Business

The Convergence of Technology and Industrial Markets: A Conversation with Sean Brennan and Carlos Guangorena

The U.S.  middle market, as defined by the National Center for The Middle Market (NCMM), is comprised of companies with annual revenues between $10 million and $1 billion. It reaches all industry segments—both publicly and privately held companies—and includes family-owned businesses, partnerships and sole proprietorships. While the middle market represents just three percent of all U.S. companies, it accounts for a third of the private sector gross domestic products and jobs. These companies are a significant force in state and local regions, like the Puget Sound, by creating new jobs and driving economic growth in our region.

And as reported by NCMM, growth nationally in the middle market remains strong in the first quarter while confidence levels are trending down with the exception of local economies. To learn more about how the middle market is affecting business in the financial industry, we turn to Heritage Bank’s Sean Brennan and Carlos Guangorena, both senior vice presidents, regional commercial banking managers.

Q: The National Center for The Middle Market shows record growth in 2018 and it looks like it is positioned for continued growth, although a bit more conservative, year over year. Do you see the same thing happening in the Puget Sound region?

In terms of job growth, we are trending above the 12-month average in the Puget Sound region. We also benefit from a region that has mature markets in aerospace, agriculture, maritime and education. Cyclical growth is in our favor with continued real estate development in commercial and industrial office space and multifamily. Lastly, we are attracting national and international capital into our real estate growth and we are benefiting from being a hub of emerging technologies.

One area that could affect growth is the fact that many area industries rely on exported goods from other countries, which could be facing a slowdown due to possible changes in trade policies.

Q: Do you see a rise in middle market lending opportunities?

There is a lot of capital investment in the Puget Sound area; just take a look at the skylines filled with cranes. In terms of future opportunities, our area has not—and probably will not—feel a slowdown anytime soon.

Q: What are the biggest trends you’re seeing in the growth of the middle market today versus 10+ years ago?

We are now finishing up nine years of a historic arc of economic expansion, but just 10 years ago, we were in the middle of a huge downturn and coming out of one of the biggest recessions in the last 100 years. Our regional technology economy led the way out, delivering exceptional job growth and had an over weighted impact on commercial and residential construction in our core metropolitan markets.

There have been major shifts in how people shop pre- and post-recession, resulting in a decrease in traditional retail shopping. As a result, we’re seeing more investment and expansion of industrial distribution centers on the fringe of large metropolitan areas—largely tied to the change of how products are getting to consumers’ doorsteps—including transportation models and distribution warehouse facilities. This is a dramatic change and a trend we will continue to see moving forward.

Q: How does Heritage Bank work with their middle market customers?

Heritage Bank works with middle market companies within $5 to $150 million in revenue. Some companies may be just north or south of this range and include professional service companies, manufacturers, distributors and nonprofits.

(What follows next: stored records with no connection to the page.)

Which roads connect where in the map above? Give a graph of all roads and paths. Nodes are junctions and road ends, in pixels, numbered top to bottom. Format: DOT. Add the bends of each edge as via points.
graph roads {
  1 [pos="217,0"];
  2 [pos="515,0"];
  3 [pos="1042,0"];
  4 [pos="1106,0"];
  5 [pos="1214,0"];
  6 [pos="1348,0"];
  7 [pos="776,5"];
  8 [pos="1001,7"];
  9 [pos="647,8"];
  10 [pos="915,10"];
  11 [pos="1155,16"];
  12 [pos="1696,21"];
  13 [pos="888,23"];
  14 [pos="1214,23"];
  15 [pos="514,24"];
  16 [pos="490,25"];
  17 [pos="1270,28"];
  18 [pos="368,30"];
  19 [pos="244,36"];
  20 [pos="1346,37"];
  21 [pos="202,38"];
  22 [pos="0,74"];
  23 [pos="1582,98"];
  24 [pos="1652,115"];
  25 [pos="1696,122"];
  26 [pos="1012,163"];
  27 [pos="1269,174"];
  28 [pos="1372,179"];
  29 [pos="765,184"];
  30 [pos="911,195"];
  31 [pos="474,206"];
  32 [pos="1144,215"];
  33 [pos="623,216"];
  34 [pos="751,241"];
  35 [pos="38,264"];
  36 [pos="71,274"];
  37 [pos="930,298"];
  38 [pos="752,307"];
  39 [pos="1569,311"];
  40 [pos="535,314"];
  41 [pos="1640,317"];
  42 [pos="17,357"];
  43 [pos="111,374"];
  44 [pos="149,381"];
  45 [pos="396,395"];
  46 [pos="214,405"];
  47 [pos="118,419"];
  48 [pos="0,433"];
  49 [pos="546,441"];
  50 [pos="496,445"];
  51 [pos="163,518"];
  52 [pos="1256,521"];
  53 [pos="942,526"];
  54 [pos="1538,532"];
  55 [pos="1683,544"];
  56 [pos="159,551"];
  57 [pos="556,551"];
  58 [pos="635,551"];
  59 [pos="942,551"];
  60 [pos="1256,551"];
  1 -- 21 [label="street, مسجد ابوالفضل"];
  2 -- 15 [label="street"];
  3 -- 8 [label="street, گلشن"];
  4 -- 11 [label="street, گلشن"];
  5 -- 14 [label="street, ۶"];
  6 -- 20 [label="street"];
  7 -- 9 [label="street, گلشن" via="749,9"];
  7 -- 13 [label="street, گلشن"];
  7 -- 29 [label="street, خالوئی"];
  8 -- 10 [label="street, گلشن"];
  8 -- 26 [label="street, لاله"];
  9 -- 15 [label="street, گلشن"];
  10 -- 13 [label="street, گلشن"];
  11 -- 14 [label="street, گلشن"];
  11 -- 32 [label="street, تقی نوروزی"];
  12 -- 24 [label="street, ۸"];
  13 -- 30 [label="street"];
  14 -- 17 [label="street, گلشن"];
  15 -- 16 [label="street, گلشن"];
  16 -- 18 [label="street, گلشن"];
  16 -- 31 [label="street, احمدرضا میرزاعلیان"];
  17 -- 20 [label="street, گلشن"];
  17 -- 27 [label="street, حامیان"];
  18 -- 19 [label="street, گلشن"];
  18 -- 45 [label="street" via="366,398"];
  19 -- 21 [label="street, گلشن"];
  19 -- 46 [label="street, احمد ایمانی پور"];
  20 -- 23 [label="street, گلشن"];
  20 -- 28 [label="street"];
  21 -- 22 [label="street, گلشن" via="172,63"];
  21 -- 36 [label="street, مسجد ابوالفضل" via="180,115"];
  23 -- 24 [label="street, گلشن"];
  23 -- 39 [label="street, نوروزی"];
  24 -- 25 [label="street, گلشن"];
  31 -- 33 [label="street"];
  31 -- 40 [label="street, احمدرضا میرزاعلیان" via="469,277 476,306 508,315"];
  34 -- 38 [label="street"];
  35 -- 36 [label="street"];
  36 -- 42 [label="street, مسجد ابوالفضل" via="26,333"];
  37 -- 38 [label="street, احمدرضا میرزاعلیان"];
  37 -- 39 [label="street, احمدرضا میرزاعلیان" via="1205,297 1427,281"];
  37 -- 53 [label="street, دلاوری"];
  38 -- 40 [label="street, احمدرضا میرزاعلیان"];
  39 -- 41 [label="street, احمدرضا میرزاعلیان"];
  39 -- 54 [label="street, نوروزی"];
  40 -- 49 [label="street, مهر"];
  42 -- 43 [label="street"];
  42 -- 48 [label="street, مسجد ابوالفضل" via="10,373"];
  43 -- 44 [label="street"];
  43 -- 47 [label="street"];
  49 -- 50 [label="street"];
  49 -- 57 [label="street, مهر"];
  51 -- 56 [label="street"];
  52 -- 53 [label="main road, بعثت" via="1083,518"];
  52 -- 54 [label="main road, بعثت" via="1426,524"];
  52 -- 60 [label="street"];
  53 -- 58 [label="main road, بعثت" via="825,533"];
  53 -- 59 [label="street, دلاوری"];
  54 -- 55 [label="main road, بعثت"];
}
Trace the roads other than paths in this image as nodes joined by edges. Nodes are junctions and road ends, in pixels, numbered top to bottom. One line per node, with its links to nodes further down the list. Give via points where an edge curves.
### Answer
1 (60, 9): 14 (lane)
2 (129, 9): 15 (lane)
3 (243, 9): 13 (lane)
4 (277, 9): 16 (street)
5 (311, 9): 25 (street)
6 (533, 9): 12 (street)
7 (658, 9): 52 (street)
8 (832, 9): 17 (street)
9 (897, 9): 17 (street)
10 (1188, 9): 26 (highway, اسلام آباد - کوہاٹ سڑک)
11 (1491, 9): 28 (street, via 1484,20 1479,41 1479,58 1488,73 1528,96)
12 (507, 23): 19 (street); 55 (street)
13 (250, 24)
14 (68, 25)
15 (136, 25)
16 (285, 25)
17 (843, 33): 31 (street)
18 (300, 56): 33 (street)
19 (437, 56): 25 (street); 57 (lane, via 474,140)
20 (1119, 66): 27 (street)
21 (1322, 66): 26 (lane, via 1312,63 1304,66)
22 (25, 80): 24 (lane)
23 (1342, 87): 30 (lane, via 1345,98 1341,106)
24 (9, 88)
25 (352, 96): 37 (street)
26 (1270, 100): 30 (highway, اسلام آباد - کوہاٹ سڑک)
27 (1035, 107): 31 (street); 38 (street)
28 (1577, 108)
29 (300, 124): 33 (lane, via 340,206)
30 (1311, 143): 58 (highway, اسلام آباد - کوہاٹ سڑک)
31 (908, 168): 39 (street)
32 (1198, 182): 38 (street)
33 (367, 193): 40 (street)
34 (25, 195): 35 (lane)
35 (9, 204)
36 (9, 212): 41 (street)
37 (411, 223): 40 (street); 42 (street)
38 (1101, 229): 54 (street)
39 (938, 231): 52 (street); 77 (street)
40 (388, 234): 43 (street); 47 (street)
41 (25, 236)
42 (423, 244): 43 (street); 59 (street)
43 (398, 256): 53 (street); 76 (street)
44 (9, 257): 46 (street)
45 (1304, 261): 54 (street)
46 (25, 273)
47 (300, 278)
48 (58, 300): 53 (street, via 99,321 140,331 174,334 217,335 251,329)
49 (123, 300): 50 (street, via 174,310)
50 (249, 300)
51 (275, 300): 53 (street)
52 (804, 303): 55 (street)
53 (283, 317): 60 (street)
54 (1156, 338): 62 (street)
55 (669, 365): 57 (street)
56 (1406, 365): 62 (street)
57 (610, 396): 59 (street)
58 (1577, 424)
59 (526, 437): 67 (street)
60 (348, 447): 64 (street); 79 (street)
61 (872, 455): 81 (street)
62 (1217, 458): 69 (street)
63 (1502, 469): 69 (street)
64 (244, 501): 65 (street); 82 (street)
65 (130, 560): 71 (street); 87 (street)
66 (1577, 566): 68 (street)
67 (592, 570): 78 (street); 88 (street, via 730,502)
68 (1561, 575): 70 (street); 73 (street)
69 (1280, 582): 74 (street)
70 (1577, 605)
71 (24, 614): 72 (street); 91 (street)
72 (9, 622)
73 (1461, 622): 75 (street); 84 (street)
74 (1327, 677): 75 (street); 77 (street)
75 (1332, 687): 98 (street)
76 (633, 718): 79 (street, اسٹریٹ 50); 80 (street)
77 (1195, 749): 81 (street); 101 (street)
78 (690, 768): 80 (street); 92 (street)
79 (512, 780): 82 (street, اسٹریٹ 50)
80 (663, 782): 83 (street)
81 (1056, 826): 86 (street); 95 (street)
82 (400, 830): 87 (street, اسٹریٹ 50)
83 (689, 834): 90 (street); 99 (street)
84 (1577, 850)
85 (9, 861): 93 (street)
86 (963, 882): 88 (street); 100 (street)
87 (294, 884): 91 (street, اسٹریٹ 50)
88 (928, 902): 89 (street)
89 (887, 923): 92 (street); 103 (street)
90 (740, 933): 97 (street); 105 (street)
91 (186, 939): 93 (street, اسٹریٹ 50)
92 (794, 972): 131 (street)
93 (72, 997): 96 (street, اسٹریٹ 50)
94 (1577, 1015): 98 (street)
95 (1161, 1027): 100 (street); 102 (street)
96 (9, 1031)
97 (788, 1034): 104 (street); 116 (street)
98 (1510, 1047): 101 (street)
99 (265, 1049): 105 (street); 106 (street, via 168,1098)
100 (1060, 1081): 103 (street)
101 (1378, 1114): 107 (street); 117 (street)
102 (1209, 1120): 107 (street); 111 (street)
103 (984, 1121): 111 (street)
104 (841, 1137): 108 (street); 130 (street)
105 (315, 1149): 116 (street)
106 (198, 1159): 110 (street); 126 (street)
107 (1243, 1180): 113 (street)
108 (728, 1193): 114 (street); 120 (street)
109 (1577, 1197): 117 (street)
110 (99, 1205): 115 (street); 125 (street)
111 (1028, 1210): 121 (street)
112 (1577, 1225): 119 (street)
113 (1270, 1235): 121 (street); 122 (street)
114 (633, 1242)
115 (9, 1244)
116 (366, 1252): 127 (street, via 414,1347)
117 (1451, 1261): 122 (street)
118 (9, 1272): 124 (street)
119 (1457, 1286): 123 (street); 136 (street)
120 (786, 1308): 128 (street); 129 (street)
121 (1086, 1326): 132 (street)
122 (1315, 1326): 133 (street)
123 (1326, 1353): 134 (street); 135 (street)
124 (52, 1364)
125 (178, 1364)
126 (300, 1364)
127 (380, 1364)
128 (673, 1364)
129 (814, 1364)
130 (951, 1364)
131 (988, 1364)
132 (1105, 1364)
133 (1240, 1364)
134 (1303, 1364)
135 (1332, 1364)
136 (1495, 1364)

As middle market companies grow, they require a more sophisticated look at treasury management solutions to make sure they are using the most efficient and effective methods. Heritage Bank’s relationship manager is empowered to make timely decisions for the mutual benefit of the customer and the bank.

Q: What do you want other companies to know about the way Heritage Bank works with middle market businesses?

Heritage Bank is a financially strong regional institution that has served the Puget Sound business community for more than 90 years. As a commercial community bank, we seek relationships with middle market operating companies and their owners through consultative bankers. Through dedicated service teams, we provide customized treasury management and credit services and solutions. We are committed to delivering staff continuity as well as professionals that know you and your specific needs.

Source: National Center for The Middle Market

About the Authors
Photo of Sean Brennan, Regional Commercial Banking Manager

Sean Brennan is the regional commercial banking manager at Heritage Bank, where he specializes in commercial banking products and services, business acquisition financing, credit structuring and underwriting, treasury management and business development. He helps dreams become a reality by strengthening business communities and fostering trust-based relationships with his customers.

Photo of Carlos Guangorena, SVP, Regional Commercial Banking Manager

Carlos Guangorena is the senior vice president, regional commercial banking manager at Heritage Bank. He has been with Heritage since 2012 but has been in the banking industry since 1980. Carlos is responsible for all of the commercial lending, structure and pricing in the Seattle and Everett regions, including commercial real estate term loans, construction loans, lines of credit, tax-exempt financing and commercial real estate for affordable housing development and preservation and nonprofit community facilities.